Work item:
Lines containing the word "down" are to be copied from the data below.

Exercise data START

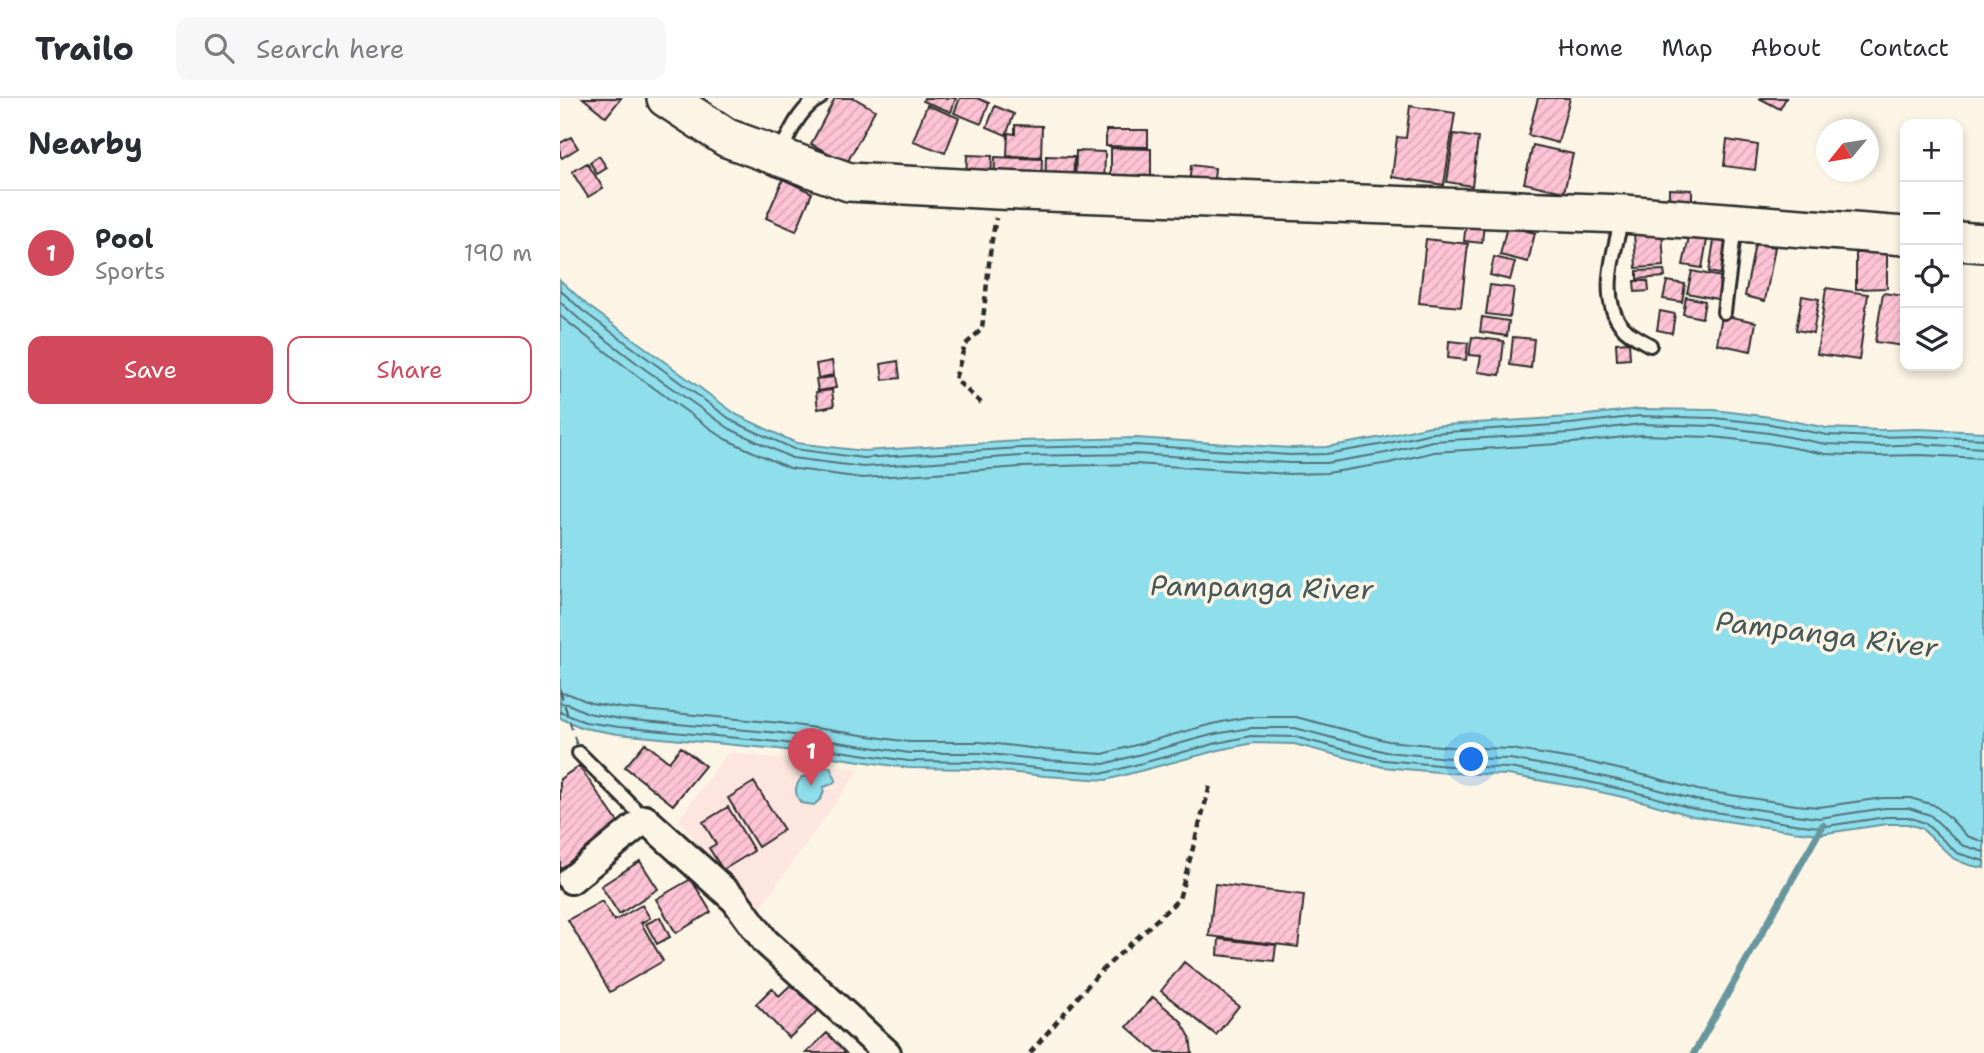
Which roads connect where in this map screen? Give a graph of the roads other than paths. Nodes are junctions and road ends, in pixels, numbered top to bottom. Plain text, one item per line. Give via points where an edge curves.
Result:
1 (666, 98) edge
2 (820, 98) edge
3 (778, 157) junction
4 (1623, 214) junction
5 (1735, 221) junction
6 (1900, 236) edge
7 (1963, 241) edge
8 (1984, 243) edge
9 (1724, 312) dead end
10 (1650, 345) dead end
11 (579, 753) dead end
12 (645, 819) junction
13 (571, 880) dead end
14 (887, 1053) edge

1 - 3 main road via 727,138
2 - 3 lane via 796,121
3 - 4 main road via 849,182
4 - 5 main road
4 - 10 lane via 1609,274 1611,306 1622,327
5 - 6 main road
5 - 9 lane
7 - 8 main road
11 - 12 lane
12 - 13 street
12 - 14 street via 735,900 765,941

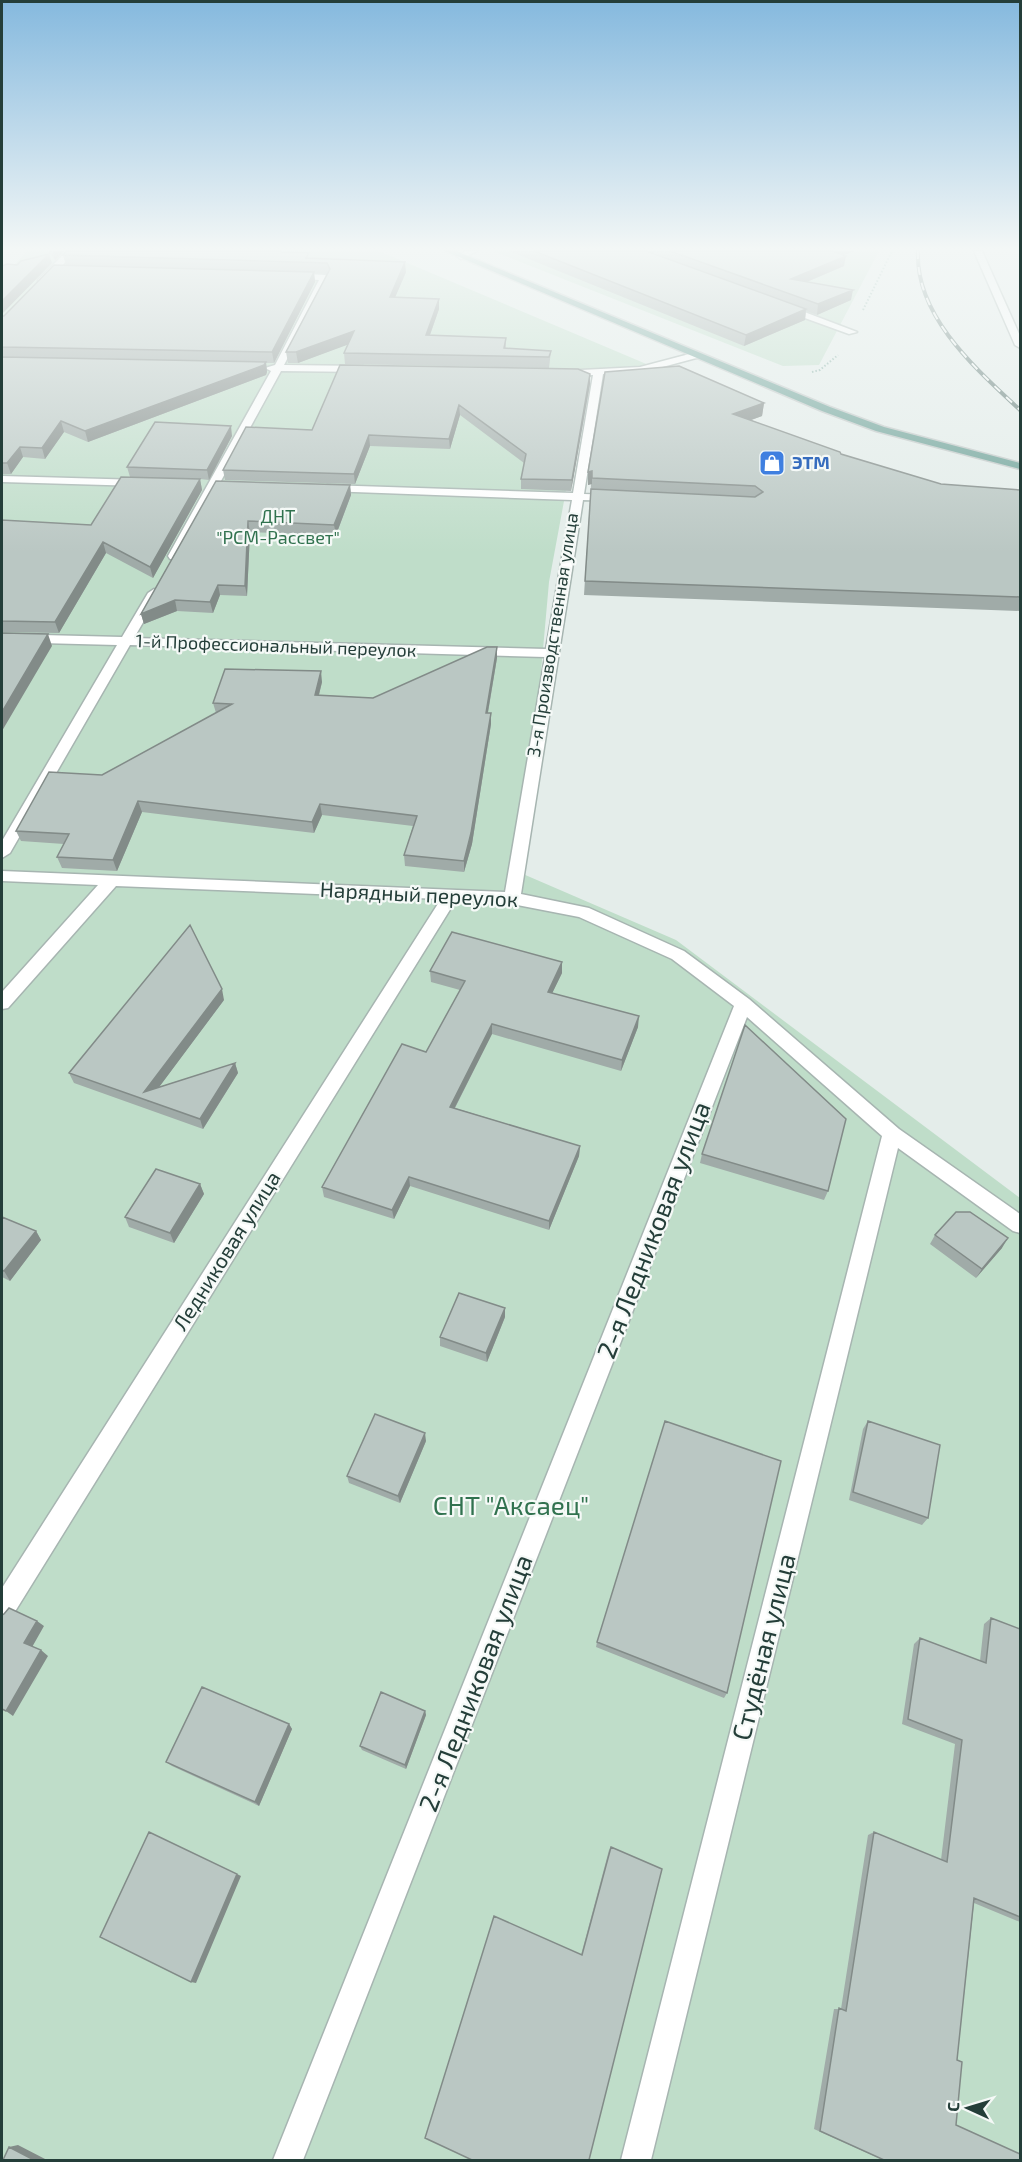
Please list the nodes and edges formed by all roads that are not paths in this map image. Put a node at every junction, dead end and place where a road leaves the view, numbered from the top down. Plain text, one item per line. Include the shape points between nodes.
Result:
1 (286, 352) edge
2 (690, 352) edge
3 (697, 355) junction
4 (255, 368) edge
5 (278, 368) junction
6 (374, 369) edge
7 (551, 373) edge
8 (598, 374) junction
9 (1020, 466) edge
10 (2, 479) edge
11 (154, 483) edge
12 (318, 488) edge
13 (576, 496) junction
14 (623, 498) edge
15 (2, 638) edge
16 (127, 642) junction
17 (550, 653) junction
18 (2, 853) edge
19 (2, 876) edge
20 (111, 881) junction
21 (452, 894) junction
22 (512, 898) junction
23 (2, 1003) edge
24 (743, 1004) junction
25 (892, 1134) junction
26 (1020, 1225) edge
27 (2, 1609) edge
28 (288, 2160) edge
29 (636, 2160) edge

1 - 5 street
2 - 3 main road
3 - 8 street via 640,370
3 - 9 main road via 880,429
4 - 5 street
5 - 6 street
5 - 16 street
7 - 8 street
8 - 13 street, 3-я Производственная улица
10 - 11 street
12 - 13 street
13 - 14 street
13 - 17 street, 3-я Производственная улица
15 - 16 street, 1-й Профессиональный переулок
16 - 17 street, 1-й Профессиональный переулок
16 - 18 street
17 - 22 street, 3-я Производственная улица
19 - 20 street, Нарядный переулок
20 - 21 street, Нарядный переулок
20 - 23 street
21 - 22 street, Нарядный переулок
21 - 27 street, Ледниковая улица
22 - 24 street, Нарядный переулок via 583,912 678,955
24 - 25 street, Нарядный переулок
24 - 28 street, 2-я Ледниковая улица
25 - 26 street, Нарядный переулок
25 - 29 street, Студёная улица

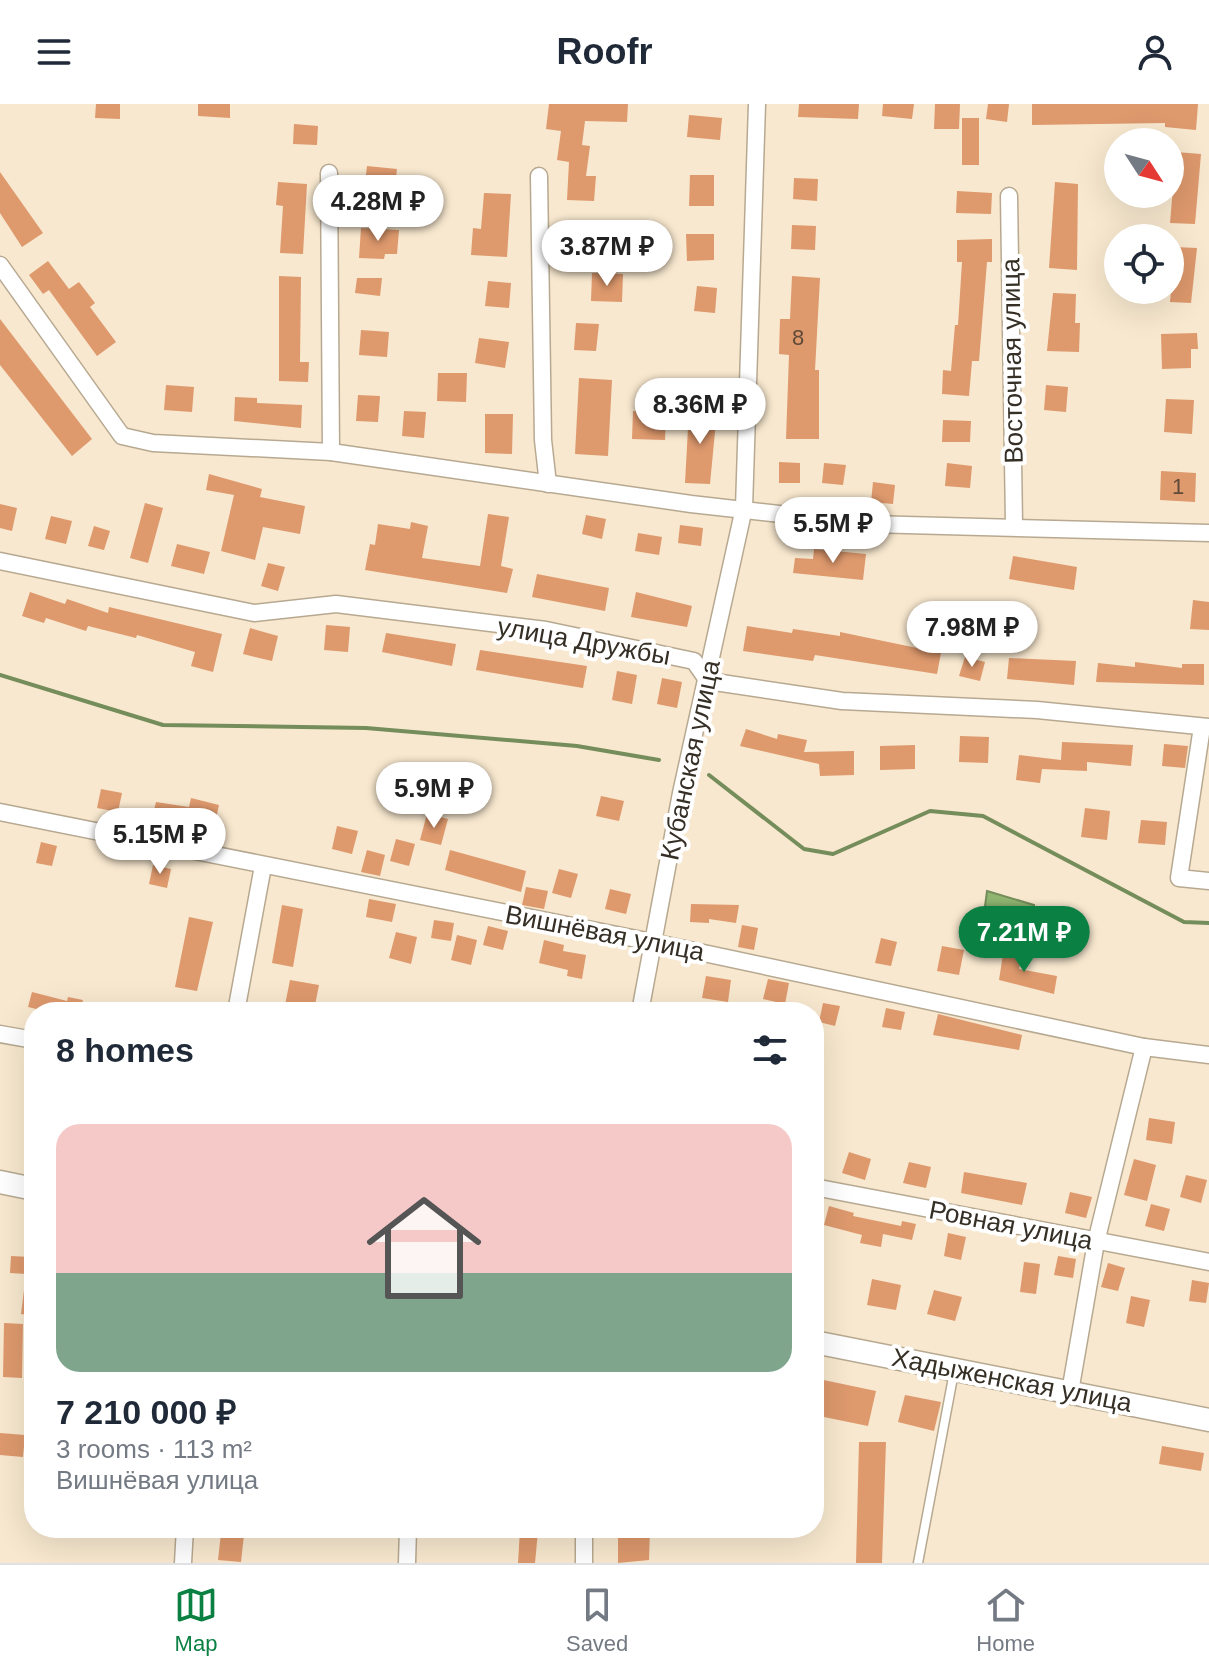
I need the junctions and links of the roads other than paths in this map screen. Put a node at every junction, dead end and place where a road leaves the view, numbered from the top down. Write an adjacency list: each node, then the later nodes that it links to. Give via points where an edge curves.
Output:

Exercise data END

Exercise answer:
Please list the nodes and edges formed by all roads that are not paths in this map image. Put a node at every junction, dead end and place where a road leaves the view, numbered from the top down. Plain text, one item per line. Include the shape points between nodes.
I need the junctions and links of the roads other than paths in this map screen. Put a node at every junction, dead end and place where a road leaves the view, numbered from the top down. Write an adjacency list: each node, then the later nodes that it links to. Give via points where an edge curves.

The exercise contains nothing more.